- Cover of the first issue

Publication information
- Publisher: Wildstorm
- Schedule: Monthly
- Format: Limited series
- Genre: Cyberpunk, post-apocalyptic;
- Publication date: November 2002 - June 2003
- No. of issues: 8

Creative team
- Written by: Justin Gray, Jimmy Palmiotti
- Artist: Juan Santacruz

= The Resistance (WildStorm) =

Comic book series

The Resistance was a post-apocalyptic cyberpunk comic book limited series written and created by Justin Gray and Jimmy Palmiotti with art by Juan Santacruz. Totaling 8 issues, the series was published by Wildstorm, with issue #1 being cover dated November 2002. It is unrelated to and should not be confused with the later similarly named Wildstorm series Resistance. The collected edition was published by IDW in APRIL 2009 collecting all 8 issues that were first published in 2002.

==Setting==

The setting is a dystopic New York City in the year 2280. A chemical known as "Toxin 5" has ruined the world's ecosystem, bringing civilization close to collapse.

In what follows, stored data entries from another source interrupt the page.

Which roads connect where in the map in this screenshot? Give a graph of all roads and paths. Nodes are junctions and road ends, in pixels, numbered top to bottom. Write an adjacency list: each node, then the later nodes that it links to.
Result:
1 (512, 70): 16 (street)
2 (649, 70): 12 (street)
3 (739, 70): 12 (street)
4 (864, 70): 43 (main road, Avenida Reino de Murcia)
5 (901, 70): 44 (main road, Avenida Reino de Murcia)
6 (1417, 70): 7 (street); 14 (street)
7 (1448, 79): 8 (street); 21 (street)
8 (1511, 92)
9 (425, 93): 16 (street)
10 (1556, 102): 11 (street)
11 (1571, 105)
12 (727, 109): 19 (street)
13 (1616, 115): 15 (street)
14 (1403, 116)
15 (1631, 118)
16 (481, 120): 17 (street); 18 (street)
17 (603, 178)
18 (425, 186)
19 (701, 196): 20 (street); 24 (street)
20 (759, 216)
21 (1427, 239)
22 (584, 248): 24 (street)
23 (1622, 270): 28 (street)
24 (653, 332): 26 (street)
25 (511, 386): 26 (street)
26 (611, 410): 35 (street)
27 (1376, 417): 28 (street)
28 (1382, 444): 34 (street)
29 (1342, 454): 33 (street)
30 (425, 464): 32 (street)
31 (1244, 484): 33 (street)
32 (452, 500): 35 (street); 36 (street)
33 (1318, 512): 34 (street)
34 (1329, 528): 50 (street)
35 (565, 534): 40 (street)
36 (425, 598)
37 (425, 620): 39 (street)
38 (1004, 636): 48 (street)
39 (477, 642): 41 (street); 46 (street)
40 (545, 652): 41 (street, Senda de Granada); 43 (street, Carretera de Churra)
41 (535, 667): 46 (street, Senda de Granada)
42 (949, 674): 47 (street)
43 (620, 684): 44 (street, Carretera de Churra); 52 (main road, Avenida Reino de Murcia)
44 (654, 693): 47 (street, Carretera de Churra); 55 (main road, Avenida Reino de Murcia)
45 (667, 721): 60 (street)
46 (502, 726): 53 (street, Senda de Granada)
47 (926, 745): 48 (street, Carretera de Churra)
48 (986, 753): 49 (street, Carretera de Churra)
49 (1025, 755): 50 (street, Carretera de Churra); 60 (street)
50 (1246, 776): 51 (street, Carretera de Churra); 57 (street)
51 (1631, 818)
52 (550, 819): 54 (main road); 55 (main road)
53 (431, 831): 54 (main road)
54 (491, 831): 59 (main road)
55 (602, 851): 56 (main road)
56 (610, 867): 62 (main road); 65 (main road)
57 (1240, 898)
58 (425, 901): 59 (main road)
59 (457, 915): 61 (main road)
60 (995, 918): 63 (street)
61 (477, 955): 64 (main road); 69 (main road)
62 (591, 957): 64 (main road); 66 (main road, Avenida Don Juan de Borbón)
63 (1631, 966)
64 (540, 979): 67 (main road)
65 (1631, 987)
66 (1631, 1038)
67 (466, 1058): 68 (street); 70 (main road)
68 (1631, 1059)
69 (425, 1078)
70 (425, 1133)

The Global Control Commission (GCC) has brought order to the chaos and anarchy, but it is also corrupt and oppressive to the point of totalitarianism. It is also very inegalitarian: all people over age 65 are denied medical treatment), and the government, in an effort to maintain the delicate balance between a growing population and dwindling food supplies, regulates childbirth rates in the few remaining cities. People born without authorization are known as "Strayz" and are given no civil rights by the GCC; they may be hunted down and killed by corporate-sponsored machines.

==Characters==

The protagonist is a young genius hacker Stray named Brian Sturm who joins "the Resistance," a group of mostly Strayz who have rebelled against the GCC. The Resistance is led by a man named Surge.